A rappresentare l’Italia è stata la Brigata Bersaglieri “Garibaldi”, che ha guidato la XVII rotation del contingente. I militari hanno preso parte a numerose attività finalizzate a consolidare la conoscenza dell’ambiente operativo, delle procedure tecnico-tattiche e dei sistemi d’arma in dotazione. Particolare attenzione è stata riservata al supporto logistico, alla mobilità e alla contro-mobilità: fondamentali le prove di superamento ostacoli con ponti mobili e l’assistenza alle unità in movimento durante le operazioni.

Il contingente tricolore ha visto impegnati il 1° Reggimento Bersaglieri, il Reggimento Cavalleggeri “Guide” (19°), il 21° Reggimento Genio Guastatori, il 4° Reggimento Carri e il 183° Reggimento Paracadutisti “Nembo”, con il supporto di un team Joint Terminal Attack Controller.

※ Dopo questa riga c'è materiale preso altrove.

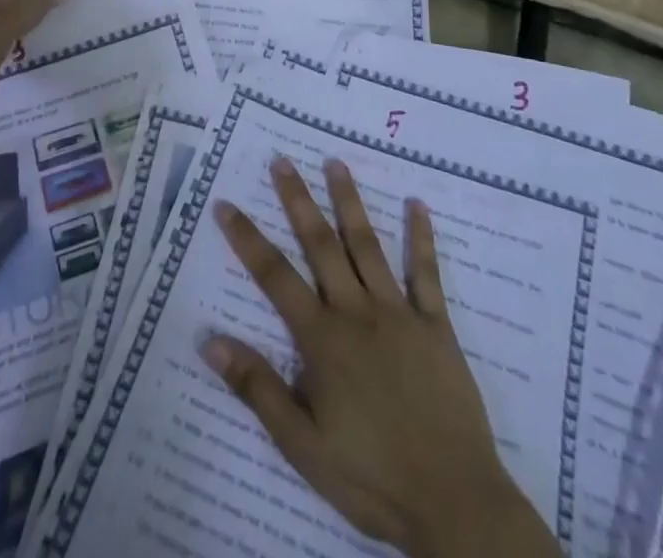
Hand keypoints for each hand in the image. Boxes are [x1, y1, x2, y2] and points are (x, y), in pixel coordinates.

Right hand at [203, 158, 560, 557]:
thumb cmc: (370, 477)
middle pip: (320, 245)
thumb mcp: (302, 445)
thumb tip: (209, 339)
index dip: (247, 239)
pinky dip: (421, 238)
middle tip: (282, 160)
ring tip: (336, 163)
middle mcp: (357, 312)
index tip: (225, 204)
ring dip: (349, 202)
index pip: (274, 276)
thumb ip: (258, 387)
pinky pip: (426, 273)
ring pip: (367, 246)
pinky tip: (418, 205)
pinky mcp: (436, 325)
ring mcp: (399, 313)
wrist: (452, 502)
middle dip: (298, 200)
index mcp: (322, 339)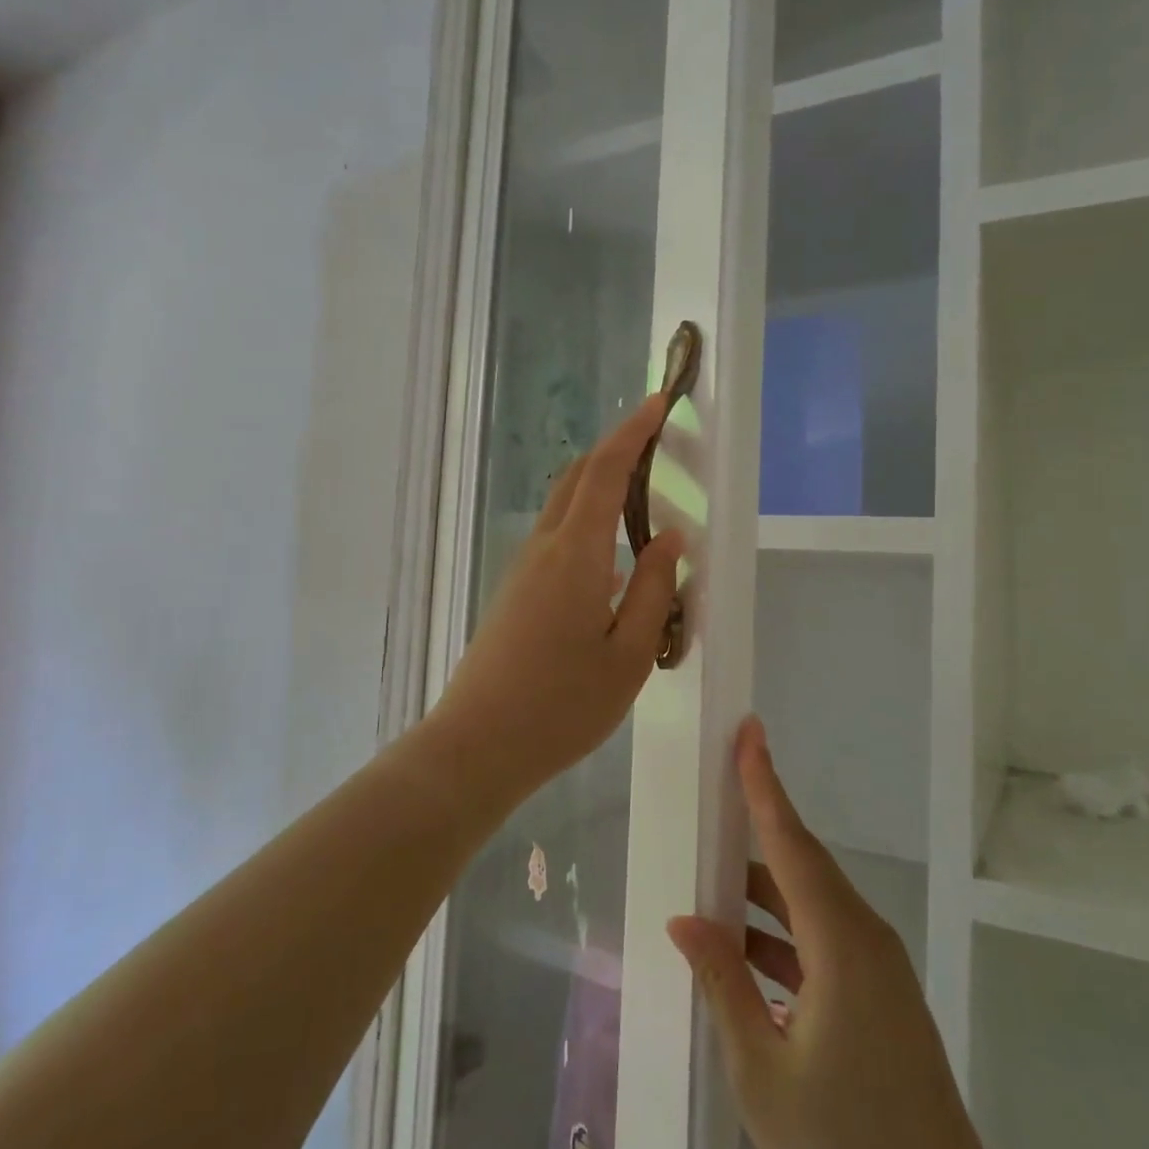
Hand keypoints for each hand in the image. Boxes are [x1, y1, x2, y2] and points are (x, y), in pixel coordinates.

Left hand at [432, 394, 684, 790]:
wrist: (478, 745)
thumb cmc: (562, 705)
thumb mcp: (629, 654)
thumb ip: (654, 590)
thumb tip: (671, 538)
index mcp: (575, 555)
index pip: (604, 472)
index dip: (632, 433)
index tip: (658, 403)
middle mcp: (544, 549)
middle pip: (577, 479)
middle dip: (614, 450)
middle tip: (655, 442)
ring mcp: (523, 570)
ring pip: (565, 509)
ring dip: (601, 489)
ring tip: (643, 499)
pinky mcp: (515, 593)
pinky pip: (558, 542)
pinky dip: (589, 528)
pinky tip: (615, 568)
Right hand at [670, 719, 1051, 1148]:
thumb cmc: (847, 1145)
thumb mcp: (764, 1073)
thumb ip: (724, 986)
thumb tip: (686, 921)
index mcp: (839, 944)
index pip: (791, 844)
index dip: (765, 784)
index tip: (749, 732)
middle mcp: (862, 936)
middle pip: (801, 861)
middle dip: (760, 817)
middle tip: (718, 784)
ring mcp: (874, 963)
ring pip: (809, 900)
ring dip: (762, 887)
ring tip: (710, 873)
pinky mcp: (877, 988)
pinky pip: (820, 934)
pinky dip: (779, 929)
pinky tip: (742, 947)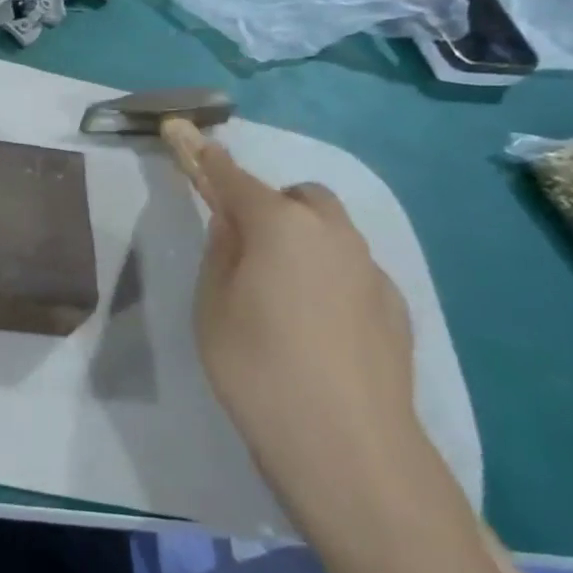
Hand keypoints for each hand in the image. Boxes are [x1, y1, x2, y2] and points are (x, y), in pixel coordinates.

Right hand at [164, 120, 426, 540]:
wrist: (347, 445)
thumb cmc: (257, 368)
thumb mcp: (213, 305)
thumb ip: (222, 251)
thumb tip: (232, 221)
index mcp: (278, 225)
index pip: (229, 176)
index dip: (199, 153)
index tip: (179, 127)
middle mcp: (330, 232)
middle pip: (293, 198)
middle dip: (266, 207)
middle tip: (242, 252)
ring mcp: (369, 267)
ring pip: (328, 231)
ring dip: (299, 241)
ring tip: (280, 298)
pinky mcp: (393, 304)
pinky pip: (350, 269)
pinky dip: (327, 276)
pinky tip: (317, 329)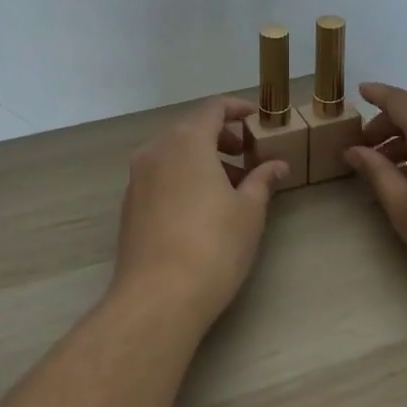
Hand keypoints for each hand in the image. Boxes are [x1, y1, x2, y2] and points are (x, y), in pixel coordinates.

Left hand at [113, 96, 289, 329]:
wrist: (157, 298)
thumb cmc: (213, 246)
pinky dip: (183, 177)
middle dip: (222, 137)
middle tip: (248, 156)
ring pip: (174, 154)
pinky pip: (161, 175)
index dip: (237, 109)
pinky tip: (202, 207)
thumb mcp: (249, 211)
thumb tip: (277, 165)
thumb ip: (262, 180)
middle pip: (191, 129)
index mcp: (186, 141)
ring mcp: (138, 178)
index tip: (256, 119)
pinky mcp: (130, 204)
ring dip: (203, 159)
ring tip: (232, 187)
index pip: (213, 108)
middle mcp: (157, 150)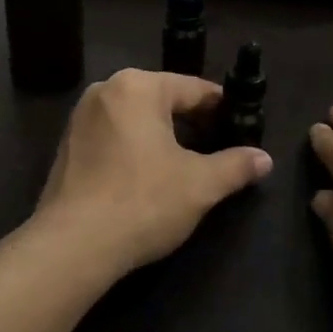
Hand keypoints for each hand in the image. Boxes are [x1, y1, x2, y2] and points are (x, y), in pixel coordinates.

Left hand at [32, 70, 273, 281]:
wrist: (73, 245)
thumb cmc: (143, 201)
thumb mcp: (200, 185)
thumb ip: (235, 166)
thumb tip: (265, 158)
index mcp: (138, 86)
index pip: (193, 89)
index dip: (221, 107)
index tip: (241, 125)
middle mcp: (106, 90)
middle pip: (162, 99)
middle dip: (191, 121)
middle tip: (218, 146)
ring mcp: (81, 117)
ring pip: (136, 117)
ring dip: (162, 135)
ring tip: (187, 163)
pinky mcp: (68, 144)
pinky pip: (113, 135)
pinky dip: (134, 147)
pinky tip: (148, 175)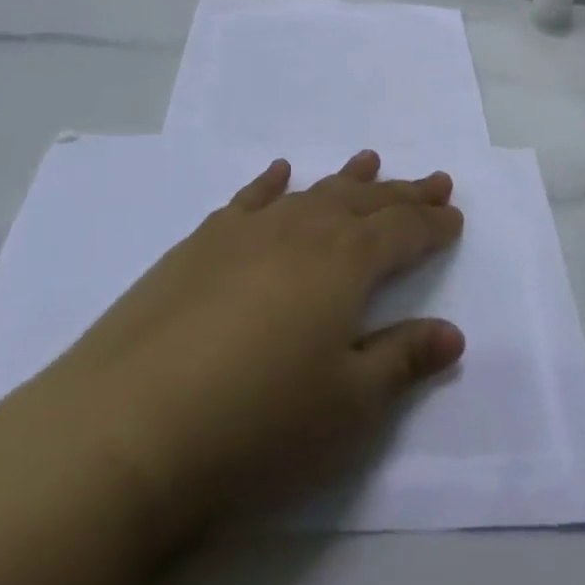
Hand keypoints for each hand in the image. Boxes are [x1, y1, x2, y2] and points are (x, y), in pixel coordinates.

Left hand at [31, 150, 464, 549]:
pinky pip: (249, 199)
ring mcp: (248, 230)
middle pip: (364, 201)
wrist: (129, 424)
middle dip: (402, 192)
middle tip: (433, 179)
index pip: (402, 231)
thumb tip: (452, 333)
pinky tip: (279, 172)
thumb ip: (402, 360)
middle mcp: (303, 229)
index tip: (455, 215)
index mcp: (346, 261)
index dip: (432, 223)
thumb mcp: (348, 406)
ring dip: (346, 178)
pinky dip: (271, 182)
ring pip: (312, 192)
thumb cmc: (258, 422)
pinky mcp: (201, 243)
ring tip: (370, 159)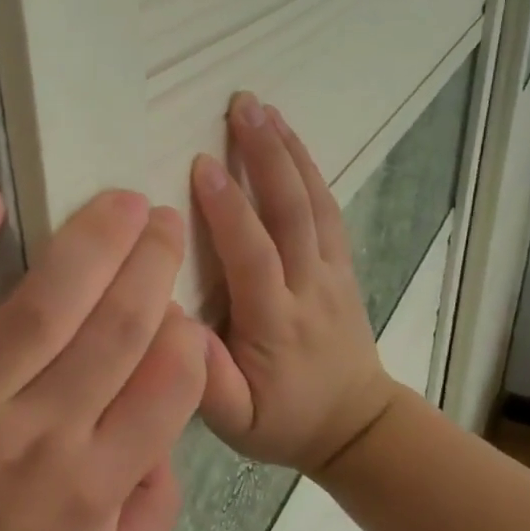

Con la partecipazione al Task Group “Baltic”, l’Italia conferma il proprio ruolo attivo nell’iniziativa NATO Forward Land Forces. Ogni Battlegroup è guidato da una “Framework Nation” – Roma è alla guida di quello schierato in Bulgaria – con l’obiettivo di rafforzare la deterrenza e la sicurezza collettiva dell’Alleanza. Le operazioni sono condotte sotto la direzione del Capo di Stato Maggiore della Difesa e coordinate dal Comando Operativo di Vertice Interforze (Co.Vi.).